▶ **Description of the task**
Quote every line of the material beneath this one.

▶ **Listed entries**
-*-*-
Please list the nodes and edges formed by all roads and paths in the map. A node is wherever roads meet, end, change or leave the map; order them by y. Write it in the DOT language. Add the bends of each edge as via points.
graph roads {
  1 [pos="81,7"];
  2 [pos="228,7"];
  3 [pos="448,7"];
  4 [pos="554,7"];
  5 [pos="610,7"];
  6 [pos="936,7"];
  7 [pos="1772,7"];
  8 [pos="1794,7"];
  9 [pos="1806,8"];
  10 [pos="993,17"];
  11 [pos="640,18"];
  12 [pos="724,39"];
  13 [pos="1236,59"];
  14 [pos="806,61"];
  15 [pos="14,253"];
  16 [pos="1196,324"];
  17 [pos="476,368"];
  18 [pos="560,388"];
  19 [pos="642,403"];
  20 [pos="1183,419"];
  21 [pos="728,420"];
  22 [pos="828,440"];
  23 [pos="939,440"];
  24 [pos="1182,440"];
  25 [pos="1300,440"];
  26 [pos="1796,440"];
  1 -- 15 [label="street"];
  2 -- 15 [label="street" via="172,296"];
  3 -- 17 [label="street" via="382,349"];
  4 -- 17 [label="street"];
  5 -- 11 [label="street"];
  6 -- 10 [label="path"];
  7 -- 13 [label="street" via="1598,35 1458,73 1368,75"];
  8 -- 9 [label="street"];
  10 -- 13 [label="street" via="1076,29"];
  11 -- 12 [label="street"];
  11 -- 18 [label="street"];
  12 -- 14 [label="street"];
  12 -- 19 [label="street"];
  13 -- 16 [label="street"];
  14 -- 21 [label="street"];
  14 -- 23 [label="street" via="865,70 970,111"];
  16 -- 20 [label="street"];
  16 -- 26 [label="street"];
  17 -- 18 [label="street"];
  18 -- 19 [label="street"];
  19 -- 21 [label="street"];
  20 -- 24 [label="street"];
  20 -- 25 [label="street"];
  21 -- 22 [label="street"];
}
-*-*-
▶ **The answer**
Please list the nodes and edges formed by all roads and paths in the map. A node is wherever roads meet, end, change or leave the map; order them by y. Write it in the DOT language. Add the bends of each edge as via points.
graph roads {
  1 [pos="81,7"];
  2 [pos="228,7"];
  3 [pos="448,7"];
  4 [pos="554,7"];
  5 [pos="610,7"];
  6 [pos="936,7"];
  7 [pos="1772,7"];
  8 [pos="1794,7"];
  9 [pos="1806,8"];
  10 [pos="993,17"];
  11 [pos="640,18"];
  12 [pos="724,39"];
  13 [pos="1236,59"];
  14 [pos="806,61"];
  15 [pos="14,253"];
  16 [pos="1196,324"];
  17 [pos="476,368"];
  18 [pos="560,388"];
  19 [pos="642,403"];
  20 [pos="1183,419"];
  21 [pos="728,420"];
  22 [pos="828,440"];
  23 [pos="939,440"];
  24 [pos="1182,440"];
  25 [pos="1300,440"];
  26 [pos="1796,440"];
  1 -- 15 [label="street"];
  2 -- 15 [label="street" via="172,296"];
  3 -- 17 [label="street" via="382,349"];
  4 -- 17 [label="street"];
  5 -- 11 [label="street"];
  6 -- 10 [label="path"];
  7 -- 13 [label="street" via="1598,35 1458,73 1368,75"];
  8 -- 9 [label="street"];
  10 -- 13 [label="street" via="1076,29"];
  11 -- 12 [label="street"];
  11 -- 18 [label="street"];
  12 -- 14 [label="street"];
  12 -- 19 [label="street"];
  13 -- 16 [label="street"];
  14 -- 21 [label="street"];
  14 -- 23 [label="street" via="865,70 970,111"];
  16 -- 20 [label="street"];
  16 -- 26 [label="street"];
  17 -- 18 [label="street"];
  18 -- 19 [label="street"];
  19 -- 21 [label="street"];
  20 -- 24 [label="street"];
  20 -- 25 [label="street"];
  21 -- 22 [label="street"];
}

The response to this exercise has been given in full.